New Delhi: Union Law Minister Arjun Ram Meghwal tabled ‘Nari Shakti Vandan Adhiniyam’ in Lok Sabha of new Parliament building on Tuesday, reviving a bill, seeking to reserve 33 per cent of the seats for women in the Lok Sabha and state assemblies, stuck for 27 years for want of consensus among parties.

It was cleared by the Union Cabinet on Monday.

Addressing the MPs in the Central Hall, Prime Minister Narendra Modi said that that God has chosen him to implement the women quota. “Discussion on Women’s Reservation Bill happened for a long time. During Atal Bihari Vajpayee’s regime, the Women’s Reservation Bill was introduced several times but there was not enough majority to pass the Bill, and because of this, this dream remained incomplete. Today, God has given me the opportunity to take this forward. Our government is bringing a new Bill today on Women’s participation in both Houses…,” he said.

However, it is unlikely to be implemented in the 2024 Lok Sabha elections. The legislation will come into effect after the next delimitation exercise, which might be conducted after the first census to be taken after 2026. The Census was meant to be held last in 2021, but was delayed because of COVID.

The 128th Amendment Bill 2023

>> 33% seats shall be reserved for women in Lok Sabha. “As nearly as may be, one-third (including the number of seats reserved for women belonging to the Scheduled Castes and Scheduled Tribes) of the total number of seats to be filled by direct election to the House of the People shall be reserved for women.”

>> Within the quota, a third of the seats will be for Scheduled Castes and Scheduled Tribes. “As nearly as may be, one-third of the total number of seats reserved under clause (2) of Article 330 shall be reserved for women belonging to the Scheduled Castes or the Scheduled Tribes’.”

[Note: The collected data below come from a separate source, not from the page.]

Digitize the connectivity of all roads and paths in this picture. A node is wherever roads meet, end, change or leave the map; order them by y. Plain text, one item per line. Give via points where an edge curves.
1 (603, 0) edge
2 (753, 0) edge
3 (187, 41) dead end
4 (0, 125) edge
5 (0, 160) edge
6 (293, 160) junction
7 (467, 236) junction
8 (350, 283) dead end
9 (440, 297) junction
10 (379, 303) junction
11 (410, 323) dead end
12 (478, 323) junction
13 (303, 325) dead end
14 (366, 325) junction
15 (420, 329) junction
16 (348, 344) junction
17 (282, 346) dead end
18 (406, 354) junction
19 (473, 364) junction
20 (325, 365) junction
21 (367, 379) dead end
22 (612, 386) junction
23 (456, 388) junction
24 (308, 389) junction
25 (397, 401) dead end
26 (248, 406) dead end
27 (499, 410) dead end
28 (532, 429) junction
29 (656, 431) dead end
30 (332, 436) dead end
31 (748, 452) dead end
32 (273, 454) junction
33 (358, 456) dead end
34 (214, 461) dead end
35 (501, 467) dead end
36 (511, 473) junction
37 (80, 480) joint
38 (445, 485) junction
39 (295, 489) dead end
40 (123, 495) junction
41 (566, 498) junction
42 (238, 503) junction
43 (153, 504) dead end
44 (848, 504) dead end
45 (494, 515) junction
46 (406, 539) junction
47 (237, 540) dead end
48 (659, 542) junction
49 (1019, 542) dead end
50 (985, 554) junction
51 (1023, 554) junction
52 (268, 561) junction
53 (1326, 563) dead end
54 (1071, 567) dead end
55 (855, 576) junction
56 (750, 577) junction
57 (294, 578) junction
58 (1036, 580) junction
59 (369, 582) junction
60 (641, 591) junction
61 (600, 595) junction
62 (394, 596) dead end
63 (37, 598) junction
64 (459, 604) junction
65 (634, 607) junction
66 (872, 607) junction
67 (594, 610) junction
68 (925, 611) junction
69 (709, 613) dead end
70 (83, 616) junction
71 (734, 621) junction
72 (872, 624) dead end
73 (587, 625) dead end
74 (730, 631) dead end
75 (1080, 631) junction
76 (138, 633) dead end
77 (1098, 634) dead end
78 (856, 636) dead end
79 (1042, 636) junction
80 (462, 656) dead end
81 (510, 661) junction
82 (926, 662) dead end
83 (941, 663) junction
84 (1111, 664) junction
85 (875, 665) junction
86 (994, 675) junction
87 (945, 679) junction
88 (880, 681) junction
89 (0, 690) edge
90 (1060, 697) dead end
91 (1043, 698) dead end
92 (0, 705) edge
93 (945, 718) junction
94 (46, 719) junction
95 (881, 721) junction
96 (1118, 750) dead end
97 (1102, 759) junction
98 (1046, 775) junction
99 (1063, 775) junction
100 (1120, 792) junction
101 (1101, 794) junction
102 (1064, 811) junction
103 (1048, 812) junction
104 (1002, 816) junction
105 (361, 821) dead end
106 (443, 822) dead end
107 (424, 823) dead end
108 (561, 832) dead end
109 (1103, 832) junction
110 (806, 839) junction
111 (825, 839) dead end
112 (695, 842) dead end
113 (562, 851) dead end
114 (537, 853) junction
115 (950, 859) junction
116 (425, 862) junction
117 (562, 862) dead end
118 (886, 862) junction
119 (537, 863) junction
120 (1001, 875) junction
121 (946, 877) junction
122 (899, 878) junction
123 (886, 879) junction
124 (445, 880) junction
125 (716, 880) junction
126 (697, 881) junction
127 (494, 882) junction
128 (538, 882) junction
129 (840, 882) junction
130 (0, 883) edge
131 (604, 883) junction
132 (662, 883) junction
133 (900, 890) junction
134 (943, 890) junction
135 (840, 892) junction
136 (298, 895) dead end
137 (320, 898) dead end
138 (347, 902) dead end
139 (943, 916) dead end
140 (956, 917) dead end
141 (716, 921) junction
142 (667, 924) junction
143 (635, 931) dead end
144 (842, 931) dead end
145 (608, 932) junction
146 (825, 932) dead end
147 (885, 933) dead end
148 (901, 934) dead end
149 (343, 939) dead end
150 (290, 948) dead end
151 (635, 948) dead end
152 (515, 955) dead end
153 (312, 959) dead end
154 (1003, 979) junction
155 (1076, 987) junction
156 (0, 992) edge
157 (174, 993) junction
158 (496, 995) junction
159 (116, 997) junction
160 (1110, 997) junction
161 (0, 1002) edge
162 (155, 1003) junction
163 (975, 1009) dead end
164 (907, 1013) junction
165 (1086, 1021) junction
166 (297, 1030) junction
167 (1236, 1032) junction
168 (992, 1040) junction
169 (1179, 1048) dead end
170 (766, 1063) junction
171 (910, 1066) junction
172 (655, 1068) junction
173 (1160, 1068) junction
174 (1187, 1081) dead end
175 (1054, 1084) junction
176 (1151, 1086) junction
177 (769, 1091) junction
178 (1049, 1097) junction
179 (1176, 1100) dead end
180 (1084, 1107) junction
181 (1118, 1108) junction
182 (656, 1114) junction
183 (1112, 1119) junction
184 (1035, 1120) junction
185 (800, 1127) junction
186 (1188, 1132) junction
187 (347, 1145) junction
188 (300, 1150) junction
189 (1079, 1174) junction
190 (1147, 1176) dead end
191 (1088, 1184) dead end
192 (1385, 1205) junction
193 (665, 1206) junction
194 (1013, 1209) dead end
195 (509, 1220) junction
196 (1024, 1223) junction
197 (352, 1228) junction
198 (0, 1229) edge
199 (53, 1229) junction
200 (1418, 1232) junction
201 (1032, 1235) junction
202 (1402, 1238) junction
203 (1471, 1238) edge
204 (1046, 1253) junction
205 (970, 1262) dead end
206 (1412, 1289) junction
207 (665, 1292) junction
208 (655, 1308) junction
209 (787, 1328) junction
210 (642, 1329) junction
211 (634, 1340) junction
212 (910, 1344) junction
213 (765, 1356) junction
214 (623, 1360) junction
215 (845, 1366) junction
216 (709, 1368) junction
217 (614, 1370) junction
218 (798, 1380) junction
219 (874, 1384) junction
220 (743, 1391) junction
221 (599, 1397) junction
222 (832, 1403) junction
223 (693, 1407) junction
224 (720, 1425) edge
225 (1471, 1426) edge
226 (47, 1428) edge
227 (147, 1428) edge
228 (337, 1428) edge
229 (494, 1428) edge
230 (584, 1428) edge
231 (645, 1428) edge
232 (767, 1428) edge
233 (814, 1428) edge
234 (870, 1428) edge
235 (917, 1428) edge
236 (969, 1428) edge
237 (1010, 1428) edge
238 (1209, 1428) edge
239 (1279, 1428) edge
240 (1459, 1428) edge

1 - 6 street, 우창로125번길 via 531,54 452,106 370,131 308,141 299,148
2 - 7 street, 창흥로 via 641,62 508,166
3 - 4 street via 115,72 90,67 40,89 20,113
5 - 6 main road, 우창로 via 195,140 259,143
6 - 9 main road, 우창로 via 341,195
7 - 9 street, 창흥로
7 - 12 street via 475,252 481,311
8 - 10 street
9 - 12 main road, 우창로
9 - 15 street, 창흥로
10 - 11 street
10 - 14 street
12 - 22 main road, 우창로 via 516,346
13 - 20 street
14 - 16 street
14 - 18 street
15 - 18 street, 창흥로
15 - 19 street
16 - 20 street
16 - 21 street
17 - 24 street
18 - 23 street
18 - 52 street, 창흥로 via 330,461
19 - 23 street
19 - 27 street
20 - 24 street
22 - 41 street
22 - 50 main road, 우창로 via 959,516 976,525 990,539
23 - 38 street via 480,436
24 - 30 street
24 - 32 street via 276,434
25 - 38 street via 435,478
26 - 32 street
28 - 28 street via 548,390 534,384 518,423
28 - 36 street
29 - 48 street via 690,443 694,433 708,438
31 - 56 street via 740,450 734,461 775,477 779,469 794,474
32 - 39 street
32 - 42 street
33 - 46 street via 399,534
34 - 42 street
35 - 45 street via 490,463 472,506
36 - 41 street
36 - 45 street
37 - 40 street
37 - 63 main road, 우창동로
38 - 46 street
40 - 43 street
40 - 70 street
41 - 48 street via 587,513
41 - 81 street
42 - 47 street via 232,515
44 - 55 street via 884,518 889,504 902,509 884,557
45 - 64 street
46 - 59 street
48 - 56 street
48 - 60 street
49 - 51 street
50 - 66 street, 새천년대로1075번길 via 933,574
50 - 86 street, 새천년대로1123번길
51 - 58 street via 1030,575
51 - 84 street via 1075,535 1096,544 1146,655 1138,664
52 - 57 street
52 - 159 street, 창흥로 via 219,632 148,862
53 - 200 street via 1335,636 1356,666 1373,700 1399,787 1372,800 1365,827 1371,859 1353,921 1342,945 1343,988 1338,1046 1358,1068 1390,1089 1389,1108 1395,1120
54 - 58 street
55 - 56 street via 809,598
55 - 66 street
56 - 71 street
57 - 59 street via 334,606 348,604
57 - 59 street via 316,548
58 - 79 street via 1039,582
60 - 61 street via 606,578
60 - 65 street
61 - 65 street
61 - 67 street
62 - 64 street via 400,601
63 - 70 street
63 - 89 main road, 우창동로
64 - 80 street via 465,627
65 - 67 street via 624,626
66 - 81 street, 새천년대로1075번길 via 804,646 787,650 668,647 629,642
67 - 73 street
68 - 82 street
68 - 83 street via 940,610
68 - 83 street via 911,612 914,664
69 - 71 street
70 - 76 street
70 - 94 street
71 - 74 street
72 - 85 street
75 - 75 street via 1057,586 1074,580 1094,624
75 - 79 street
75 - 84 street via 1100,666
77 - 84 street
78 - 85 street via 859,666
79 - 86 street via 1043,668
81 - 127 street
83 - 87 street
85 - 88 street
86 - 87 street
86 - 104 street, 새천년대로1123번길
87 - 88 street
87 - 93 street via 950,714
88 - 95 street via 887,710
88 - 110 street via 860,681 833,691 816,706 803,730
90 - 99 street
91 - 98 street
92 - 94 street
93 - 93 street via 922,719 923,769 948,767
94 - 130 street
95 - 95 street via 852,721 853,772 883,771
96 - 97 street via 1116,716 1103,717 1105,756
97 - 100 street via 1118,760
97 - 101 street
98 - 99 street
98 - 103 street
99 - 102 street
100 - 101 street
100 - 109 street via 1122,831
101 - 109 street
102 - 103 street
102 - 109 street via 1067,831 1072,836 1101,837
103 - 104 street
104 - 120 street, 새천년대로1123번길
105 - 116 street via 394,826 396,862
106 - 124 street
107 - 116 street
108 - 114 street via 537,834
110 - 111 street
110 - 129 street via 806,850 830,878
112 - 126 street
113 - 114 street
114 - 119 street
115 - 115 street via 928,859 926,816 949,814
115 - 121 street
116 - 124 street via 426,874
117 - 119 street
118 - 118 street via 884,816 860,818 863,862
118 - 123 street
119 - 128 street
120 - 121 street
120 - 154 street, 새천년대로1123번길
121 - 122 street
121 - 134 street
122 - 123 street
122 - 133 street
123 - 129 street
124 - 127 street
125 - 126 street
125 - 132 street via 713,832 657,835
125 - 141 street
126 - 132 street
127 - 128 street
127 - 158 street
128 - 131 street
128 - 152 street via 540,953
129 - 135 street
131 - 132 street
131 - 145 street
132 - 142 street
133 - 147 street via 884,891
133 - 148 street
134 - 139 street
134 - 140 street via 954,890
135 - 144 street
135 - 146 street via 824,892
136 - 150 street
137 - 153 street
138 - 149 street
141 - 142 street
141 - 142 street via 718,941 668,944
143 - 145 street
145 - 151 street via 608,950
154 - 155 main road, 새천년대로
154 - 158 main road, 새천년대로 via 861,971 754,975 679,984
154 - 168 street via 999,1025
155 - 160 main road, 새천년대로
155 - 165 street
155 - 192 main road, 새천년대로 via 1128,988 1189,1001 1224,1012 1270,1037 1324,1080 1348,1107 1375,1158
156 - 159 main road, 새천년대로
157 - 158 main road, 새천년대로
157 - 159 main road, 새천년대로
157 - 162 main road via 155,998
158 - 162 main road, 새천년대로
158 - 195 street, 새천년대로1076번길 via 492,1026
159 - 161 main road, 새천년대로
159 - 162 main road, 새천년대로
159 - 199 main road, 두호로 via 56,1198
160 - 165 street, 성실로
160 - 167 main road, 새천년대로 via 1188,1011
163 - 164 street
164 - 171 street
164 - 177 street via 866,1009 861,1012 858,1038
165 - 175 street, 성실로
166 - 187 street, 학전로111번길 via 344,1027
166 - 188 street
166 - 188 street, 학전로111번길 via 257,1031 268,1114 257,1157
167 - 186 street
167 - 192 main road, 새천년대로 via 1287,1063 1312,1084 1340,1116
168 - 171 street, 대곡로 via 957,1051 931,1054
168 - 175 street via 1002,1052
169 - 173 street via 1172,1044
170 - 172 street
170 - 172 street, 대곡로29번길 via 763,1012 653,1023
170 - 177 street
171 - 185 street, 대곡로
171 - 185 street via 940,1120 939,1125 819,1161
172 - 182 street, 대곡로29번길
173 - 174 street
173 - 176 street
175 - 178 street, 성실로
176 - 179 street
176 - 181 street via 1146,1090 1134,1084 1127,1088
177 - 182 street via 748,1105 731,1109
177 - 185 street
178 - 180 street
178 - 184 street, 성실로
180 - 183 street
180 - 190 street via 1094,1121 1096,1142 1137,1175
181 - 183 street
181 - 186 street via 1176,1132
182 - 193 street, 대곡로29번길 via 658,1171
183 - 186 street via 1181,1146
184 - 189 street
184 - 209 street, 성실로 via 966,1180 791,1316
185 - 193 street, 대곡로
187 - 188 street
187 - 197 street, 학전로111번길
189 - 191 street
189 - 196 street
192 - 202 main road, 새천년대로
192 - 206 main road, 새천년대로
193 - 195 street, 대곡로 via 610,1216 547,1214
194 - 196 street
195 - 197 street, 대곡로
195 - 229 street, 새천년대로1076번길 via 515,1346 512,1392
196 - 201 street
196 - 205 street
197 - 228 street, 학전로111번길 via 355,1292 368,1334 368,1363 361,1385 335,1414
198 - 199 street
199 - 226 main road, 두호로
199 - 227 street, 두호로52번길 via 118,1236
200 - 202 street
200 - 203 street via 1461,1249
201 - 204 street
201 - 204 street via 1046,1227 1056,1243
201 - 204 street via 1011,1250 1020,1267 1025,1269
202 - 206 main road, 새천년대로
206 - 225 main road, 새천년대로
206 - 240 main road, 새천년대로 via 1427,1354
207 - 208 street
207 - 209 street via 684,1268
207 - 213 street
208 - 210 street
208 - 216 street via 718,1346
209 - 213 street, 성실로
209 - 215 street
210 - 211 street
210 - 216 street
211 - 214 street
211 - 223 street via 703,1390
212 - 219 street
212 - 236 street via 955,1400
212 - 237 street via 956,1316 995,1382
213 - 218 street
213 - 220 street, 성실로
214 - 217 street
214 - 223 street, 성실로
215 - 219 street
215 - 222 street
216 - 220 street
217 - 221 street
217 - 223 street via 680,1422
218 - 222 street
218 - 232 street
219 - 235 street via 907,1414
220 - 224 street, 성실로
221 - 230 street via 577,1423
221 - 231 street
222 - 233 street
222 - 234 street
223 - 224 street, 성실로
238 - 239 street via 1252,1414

>> In the state assemblies, one-third of the total number of seats will be reserved for women from SC/ST category. “Similar to the Lok Sabha and Delhi Assembly provisions, one-third of the total seats reserved under the applicable clause shall be reserved for women, including those from Scheduled Castes and Scheduled Tribes.”

>> The bill extends its provisions to the Legislative Assembly of the National Capital Territory of Delhi. “One-third of the seats reserved for Scheduled Castes in the Delhi Assembly are also reserved for women…One-third of the total number of seats filled by direct election in the Delhi Assembly (including those reserved for women belonging to Scheduled Castes) are also reserved for women.”

>> The bill excludes reservations for women from the OBC category.

>> The quota can be implemented only after the first delimitation or redrawing of constituencies after the bill becomes law. “Notwithstanding anything in the foregoing provision of this Part or Part VIII, the provisions of the Constitution relating to the reservation of seats for women in the House of the People, the Legislative Assembly of a State and the Legislative Assembly of the National Capital Territory of Delhi shall come into effect after an exercise of delimitation is undertaken for this purpose after the relevant figures for the first census taken after commencement of the Constitution (One Hundred and Twenty-eighth Amendment) Act, 2023 have been published and shall cease to have effect on the expiration of a period of fifteen years from such commencement.”

>> Rotation of seats reserved for women in Lok Sabha, state assemblies and Delhi assembly shall take effect after each subsequent delimitation exercise “as the Parliament by law may determine”.

>> No two women MPs will be allowed to contest one seat.

>> The quota won’t apply to Rajya Sabha or state Legislative Councils.

Notably, the bill was first introduced in 1996, and even cleared by the Rajya Sabha in March 2010, but lapsed after the Lok Sabha failed to pass it. The bill is similar to the one drafted in 2010 when the Manmohan Singh-led Congress government was in power. The quota for the Anglo-Indian community, however, had been dropped in the new version.